Exercise objective: Give the data below again exactly as written, without its pictures.

Task inputs:

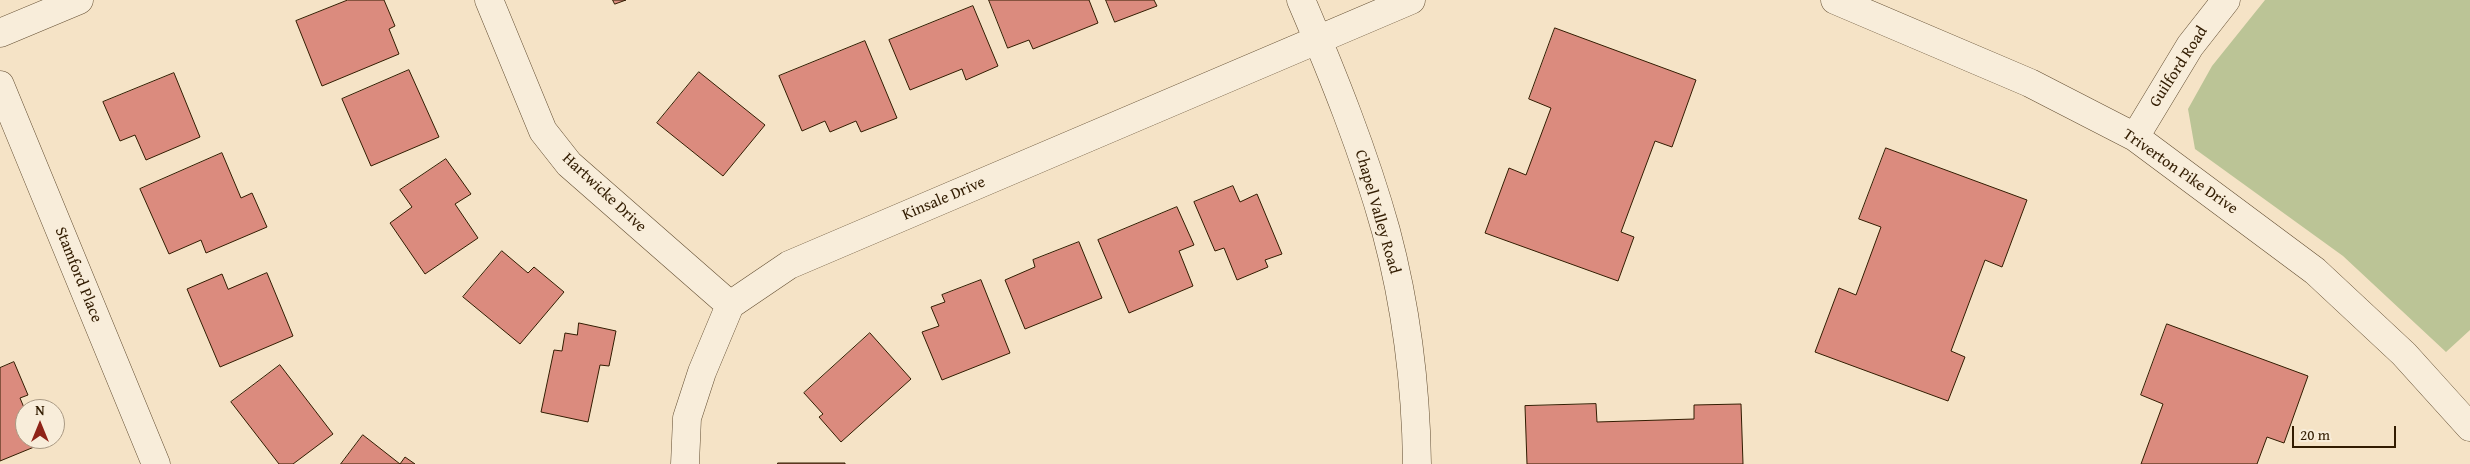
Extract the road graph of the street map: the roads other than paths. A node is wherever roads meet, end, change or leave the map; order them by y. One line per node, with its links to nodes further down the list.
1 (78, 0): 7 (street)
2 (489, 0): 11 (street, Hartwicke Drive)
3 (1301, 0): 8 (street, Chapel Valley Road)
4 (1411, 0): 8 (street)
5 (1835, 0): 10 (street, Triverton Pike Drive)
6 (2226, 0): 10 (street, Guilford Road)
7 (0, 33)
8 (1318, 38): 11 (street, Kinsale Drive); 15 (street, Chapel Valley Road)
9 (0, 85): 13 (street, Stamford Place)
10 (2135, 136): 12 (street, Triverton Pike Drive)
11 (730, 305): 14 (street)
12 (2470, 427)
13 (156, 464)
14 (685, 464)
15 (1417, 464)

Solution to this problem:
Extract the road graph of the street map: the roads other than paths. A node is wherever roads meet, end, change or leave the map; order them by y. One line per node, with its links to nodes further down the list.
1 (78, 0): 7 (street)
2 (489, 0): 11 (street, Hartwicke Drive)
3 (1301, 0): 8 (street, Chapel Valley Road)
4 (1411, 0): 8 (street)
5 (1835, 0): 10 (street, Triverton Pike Drive)
6 (2226, 0): 10 (street, Guilford Road)
7 (0, 33)
8 (1318, 38): 11 (street, Kinsale Drive); 15 (street, Chapel Valley Road)
9 (0, 85): 13 (street, Stamford Place)
10 (2135, 136): 12 (street, Triverton Pike Drive)
11 (730, 305): 14 (street)
12 (2470, 427)
13 (156, 464)
14 (685, 464)
15 (1417, 464)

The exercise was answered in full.